このコンドルの巨躯には、著しく窮屈だろうが、今は手持ちの鳥籠で我慢してもらうしかない。全身を丸め込まれ、籠から首だけを飛び出させた様は、やはり心苦しい。さっさと持ち帰り、住人の手を借りて、もっと大きな鳥籠に移してやろう。トロンは、歴戦の剣を鞘に納め、鳥籠を手にぶら下げると、帰路に就こうとしたが、ふとした事に、近くの木陰からこちらの様子を覗き見るシフォンと目が合った。妹は、暗い面持ちのままで歩み寄ってくると、こう声をかけてきた。
「ごめんなさい…。なんだか胸騒ぎが止まらなくて…。よからぬ事が起きるんじゃないかって心配なんです…。改めの小山だなんて見聞きした事もありませんし…」
トロンは、周囲に人影が隠れていないか目を配りつつも「今は、天仔に従うようにしろ。それで、故郷ともおさらばだ」と励ました。
「はい…。わかっています…」
「こんな状況になってしまったのは、俺の責任だ。

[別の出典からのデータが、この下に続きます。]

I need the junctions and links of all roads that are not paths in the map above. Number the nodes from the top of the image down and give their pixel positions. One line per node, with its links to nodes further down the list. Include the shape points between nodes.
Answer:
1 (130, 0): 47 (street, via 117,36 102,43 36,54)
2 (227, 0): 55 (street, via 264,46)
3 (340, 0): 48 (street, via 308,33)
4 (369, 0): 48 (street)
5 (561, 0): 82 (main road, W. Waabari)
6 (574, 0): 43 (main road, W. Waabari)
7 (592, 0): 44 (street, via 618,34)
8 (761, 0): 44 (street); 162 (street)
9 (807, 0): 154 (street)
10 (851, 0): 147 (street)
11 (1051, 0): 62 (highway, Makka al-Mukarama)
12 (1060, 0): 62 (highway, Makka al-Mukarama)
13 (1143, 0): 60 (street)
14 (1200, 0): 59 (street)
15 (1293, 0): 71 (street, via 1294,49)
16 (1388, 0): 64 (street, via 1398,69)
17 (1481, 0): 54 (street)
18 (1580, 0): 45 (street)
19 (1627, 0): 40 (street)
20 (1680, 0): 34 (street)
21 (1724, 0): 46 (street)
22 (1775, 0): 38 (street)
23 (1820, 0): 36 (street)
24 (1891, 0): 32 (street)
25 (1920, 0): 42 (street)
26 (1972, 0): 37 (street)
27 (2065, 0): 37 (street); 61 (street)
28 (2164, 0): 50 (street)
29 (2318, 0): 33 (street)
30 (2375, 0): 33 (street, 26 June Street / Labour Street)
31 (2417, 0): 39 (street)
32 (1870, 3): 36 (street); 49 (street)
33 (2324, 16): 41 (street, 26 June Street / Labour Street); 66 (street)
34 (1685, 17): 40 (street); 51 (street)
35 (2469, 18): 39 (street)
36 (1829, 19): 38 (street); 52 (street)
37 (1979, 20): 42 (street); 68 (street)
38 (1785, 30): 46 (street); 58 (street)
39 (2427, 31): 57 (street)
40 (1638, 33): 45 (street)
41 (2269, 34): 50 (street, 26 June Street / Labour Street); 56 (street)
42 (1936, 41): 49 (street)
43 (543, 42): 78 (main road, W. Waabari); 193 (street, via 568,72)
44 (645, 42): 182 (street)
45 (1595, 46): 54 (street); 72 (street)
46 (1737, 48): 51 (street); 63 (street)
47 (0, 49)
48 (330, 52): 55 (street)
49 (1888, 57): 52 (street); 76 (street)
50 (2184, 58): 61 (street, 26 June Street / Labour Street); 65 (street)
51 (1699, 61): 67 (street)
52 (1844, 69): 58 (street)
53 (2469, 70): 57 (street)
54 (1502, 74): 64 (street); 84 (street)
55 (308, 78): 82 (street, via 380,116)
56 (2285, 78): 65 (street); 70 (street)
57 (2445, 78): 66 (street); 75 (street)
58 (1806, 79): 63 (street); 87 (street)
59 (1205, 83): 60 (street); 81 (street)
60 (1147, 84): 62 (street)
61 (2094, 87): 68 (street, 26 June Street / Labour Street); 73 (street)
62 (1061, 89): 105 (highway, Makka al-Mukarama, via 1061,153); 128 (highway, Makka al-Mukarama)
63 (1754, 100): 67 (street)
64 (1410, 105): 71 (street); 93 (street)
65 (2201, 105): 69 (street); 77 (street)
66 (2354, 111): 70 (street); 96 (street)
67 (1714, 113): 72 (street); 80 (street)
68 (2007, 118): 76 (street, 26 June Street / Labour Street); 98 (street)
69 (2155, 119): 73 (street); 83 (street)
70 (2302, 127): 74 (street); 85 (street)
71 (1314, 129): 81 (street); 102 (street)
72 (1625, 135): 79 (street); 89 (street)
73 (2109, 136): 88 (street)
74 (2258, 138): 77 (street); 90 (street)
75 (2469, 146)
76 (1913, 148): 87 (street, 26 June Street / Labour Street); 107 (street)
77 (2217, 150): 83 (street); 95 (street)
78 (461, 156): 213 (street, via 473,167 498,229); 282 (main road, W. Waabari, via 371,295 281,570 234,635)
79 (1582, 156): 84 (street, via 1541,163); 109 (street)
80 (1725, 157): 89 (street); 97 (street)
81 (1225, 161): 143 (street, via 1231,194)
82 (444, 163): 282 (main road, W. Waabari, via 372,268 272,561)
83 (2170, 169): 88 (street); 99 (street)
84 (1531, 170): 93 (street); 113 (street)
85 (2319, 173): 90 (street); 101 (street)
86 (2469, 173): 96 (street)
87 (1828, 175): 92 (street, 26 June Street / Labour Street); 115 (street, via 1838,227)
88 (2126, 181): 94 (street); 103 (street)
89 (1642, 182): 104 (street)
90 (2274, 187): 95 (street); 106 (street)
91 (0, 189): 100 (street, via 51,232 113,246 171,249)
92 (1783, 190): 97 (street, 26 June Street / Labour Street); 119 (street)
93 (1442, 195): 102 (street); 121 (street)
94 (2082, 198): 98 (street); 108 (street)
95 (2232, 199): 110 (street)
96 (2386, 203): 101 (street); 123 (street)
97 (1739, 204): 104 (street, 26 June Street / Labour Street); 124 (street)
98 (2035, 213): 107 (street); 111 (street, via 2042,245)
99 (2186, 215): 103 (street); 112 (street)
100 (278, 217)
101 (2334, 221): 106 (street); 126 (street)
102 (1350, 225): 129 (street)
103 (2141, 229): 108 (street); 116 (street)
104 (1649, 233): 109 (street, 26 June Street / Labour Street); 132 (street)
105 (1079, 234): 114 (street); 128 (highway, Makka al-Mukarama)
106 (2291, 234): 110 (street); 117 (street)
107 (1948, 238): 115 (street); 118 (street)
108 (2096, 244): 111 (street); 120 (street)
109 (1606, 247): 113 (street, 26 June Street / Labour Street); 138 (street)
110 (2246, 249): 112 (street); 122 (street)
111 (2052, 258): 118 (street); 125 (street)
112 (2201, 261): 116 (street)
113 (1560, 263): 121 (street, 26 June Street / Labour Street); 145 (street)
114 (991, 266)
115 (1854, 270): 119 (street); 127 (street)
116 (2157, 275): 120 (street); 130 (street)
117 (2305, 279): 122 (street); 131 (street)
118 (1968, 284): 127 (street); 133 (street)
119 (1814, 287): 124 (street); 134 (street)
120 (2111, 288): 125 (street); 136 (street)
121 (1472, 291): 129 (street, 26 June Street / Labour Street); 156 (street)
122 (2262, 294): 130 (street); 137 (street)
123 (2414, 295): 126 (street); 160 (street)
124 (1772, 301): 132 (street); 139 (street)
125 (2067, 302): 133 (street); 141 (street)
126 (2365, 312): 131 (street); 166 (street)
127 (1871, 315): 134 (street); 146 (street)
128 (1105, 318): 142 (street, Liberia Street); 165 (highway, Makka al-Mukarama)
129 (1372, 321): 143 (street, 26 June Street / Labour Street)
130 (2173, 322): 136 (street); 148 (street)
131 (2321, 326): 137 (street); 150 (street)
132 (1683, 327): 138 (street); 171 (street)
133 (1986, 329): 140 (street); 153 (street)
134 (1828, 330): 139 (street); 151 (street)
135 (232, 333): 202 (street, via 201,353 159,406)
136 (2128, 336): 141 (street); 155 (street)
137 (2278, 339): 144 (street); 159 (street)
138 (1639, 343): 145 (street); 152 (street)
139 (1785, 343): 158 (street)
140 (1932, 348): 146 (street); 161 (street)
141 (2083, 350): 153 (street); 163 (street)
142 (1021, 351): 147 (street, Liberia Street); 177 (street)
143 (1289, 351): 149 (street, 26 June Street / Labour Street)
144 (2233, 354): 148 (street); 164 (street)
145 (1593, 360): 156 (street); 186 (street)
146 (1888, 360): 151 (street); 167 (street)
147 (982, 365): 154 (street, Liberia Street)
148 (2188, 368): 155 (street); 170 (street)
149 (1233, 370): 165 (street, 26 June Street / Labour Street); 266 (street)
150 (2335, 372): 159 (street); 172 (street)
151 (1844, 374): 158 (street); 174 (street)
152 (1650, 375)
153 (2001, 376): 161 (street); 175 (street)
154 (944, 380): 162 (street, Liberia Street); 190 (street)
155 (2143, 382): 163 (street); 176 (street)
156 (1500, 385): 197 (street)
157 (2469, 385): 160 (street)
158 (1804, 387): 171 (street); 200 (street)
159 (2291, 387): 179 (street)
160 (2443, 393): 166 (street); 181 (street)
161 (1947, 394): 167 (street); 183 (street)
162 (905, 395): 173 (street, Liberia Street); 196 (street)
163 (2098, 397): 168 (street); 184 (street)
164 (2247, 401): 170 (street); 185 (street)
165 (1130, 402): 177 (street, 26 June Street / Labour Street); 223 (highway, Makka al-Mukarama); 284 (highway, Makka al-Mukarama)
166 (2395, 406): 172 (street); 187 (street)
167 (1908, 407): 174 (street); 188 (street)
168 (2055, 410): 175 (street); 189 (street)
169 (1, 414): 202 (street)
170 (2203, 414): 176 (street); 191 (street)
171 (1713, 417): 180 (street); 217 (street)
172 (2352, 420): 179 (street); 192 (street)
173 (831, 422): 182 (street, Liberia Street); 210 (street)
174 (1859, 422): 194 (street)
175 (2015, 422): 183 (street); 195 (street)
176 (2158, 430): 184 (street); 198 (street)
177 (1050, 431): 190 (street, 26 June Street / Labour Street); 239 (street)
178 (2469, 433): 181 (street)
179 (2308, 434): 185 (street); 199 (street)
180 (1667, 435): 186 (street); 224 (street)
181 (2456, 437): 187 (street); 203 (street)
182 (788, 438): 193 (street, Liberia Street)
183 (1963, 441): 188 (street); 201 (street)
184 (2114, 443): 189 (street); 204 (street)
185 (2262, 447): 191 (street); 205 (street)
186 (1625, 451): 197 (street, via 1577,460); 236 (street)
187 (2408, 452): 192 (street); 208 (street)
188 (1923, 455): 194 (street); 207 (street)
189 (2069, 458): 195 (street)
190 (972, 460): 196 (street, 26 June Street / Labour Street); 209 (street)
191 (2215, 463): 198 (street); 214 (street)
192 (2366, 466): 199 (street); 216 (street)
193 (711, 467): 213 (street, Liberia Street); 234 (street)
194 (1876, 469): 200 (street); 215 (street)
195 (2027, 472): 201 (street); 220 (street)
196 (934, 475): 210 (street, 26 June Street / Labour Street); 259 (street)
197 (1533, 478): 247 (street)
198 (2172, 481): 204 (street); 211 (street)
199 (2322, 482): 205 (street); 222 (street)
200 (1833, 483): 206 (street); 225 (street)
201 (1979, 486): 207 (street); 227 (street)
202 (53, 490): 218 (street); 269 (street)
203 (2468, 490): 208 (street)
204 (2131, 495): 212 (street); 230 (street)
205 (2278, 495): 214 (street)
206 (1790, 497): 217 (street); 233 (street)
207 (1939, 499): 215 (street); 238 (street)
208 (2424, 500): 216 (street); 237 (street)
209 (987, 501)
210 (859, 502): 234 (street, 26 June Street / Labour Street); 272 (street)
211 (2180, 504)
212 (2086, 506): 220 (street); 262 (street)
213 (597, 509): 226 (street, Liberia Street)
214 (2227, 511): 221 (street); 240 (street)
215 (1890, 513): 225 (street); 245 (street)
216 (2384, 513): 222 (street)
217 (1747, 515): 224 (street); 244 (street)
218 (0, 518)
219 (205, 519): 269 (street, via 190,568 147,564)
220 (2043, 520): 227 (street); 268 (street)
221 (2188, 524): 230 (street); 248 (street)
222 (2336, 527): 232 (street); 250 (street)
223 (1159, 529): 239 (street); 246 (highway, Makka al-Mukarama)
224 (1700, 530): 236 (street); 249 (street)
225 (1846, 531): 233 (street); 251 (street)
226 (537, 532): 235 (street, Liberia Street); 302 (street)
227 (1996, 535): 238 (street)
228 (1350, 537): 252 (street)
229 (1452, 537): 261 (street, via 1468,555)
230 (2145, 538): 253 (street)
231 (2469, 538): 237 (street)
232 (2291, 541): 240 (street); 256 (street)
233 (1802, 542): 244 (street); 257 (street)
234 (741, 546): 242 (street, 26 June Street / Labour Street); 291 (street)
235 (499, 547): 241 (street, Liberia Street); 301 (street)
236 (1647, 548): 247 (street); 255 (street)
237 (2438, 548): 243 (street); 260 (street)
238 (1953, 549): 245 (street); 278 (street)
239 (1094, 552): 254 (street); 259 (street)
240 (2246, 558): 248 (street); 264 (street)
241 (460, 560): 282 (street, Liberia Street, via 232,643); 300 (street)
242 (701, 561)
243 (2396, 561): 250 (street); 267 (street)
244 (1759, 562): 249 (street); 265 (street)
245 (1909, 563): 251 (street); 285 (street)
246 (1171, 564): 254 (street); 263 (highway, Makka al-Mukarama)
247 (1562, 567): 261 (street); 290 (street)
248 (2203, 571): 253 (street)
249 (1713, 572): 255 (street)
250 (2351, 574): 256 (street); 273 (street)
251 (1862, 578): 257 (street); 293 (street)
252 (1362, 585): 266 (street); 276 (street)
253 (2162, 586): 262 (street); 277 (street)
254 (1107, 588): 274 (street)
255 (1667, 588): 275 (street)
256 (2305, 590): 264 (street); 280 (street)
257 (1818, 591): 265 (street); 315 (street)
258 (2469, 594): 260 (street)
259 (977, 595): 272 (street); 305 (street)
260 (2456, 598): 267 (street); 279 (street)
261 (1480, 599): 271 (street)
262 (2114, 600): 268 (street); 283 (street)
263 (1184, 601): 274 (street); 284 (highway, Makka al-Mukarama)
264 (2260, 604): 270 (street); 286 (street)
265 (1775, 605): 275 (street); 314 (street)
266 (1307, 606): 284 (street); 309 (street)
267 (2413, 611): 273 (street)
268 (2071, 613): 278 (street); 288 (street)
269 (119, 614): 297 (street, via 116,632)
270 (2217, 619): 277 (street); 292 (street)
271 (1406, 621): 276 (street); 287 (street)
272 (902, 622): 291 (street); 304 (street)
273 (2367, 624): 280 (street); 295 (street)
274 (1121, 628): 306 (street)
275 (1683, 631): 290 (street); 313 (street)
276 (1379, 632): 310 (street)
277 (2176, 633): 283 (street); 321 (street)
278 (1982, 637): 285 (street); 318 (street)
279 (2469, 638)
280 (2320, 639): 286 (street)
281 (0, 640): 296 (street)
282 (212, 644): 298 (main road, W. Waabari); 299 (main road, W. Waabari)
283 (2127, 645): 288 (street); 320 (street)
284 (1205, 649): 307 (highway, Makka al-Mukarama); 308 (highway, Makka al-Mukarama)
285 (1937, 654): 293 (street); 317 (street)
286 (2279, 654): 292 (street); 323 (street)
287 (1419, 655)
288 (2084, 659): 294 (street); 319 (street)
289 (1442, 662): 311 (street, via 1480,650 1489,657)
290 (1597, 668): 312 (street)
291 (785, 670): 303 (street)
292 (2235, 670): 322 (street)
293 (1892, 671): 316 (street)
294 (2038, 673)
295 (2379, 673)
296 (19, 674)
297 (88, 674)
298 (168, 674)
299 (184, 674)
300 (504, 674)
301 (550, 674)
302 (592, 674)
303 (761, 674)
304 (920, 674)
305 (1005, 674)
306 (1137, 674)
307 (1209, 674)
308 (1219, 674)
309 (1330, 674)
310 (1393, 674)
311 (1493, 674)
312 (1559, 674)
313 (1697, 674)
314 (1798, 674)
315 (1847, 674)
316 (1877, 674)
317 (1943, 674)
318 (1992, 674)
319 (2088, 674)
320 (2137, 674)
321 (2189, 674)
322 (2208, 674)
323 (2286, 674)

だから、俺の手で必ず外に連れ出してやる」それだけ言い残し、トロンは、シフォンと一別した。
トロンが戻って来た頃になると、寄り集まった鳥籠には、余す事なく鳥が閉じ込められていた。その数、ざっと六十羽である。二十人の住人が懸命になって捕まえた成果なのだから、供物に関してはこれで十分だろう。住人の手を借りつつもコンドルを大きな鳥籠に移したまではよかったが、一難去ってまた一難、これらの供物をどのようにして小山の頂上に運び入れるのか、その方法に悩まされた。六十ほどの鳥籠を一人で抱える事は不可能であり、険しかろう斜面を台車で登りきるのも困難であったので、やはりここは住人の力を借りるしかない。一人一つずつ鳥籠を背負ってもらえば、どうにか登山もできるだろう。改めの小山は一人ずつ登山しなければならない、そうユライは言っていたが、住人を引き連れてはいけないとは言っていない。トロンは密かに屁理屈をこねたのち、さらに四十人ほどの住人を駆り集め、これまでのニ十人と合わせて六十人とすると、すべての鳥籠を改めの小山の頂上まで運ぶよう皆に命じた。住人は、進んで鳥籠を背負い、トロンは、最も重量があるであろうコンドルの入った鳥籠を背負った。すると、見計らったかのように鐘楼より鐘の音が響き渡った。贖い鐘の音色を聞かされたトロンは、意図せず足を動かし、ヘイヴンの北西を目指した。トロンに声をかけられた住人も同様であり、権威ある者の歩んだ道を辿るようにして追従した。ユライの鳴らした音色が改めの小山への道標となり、一団を導こうとしているのである。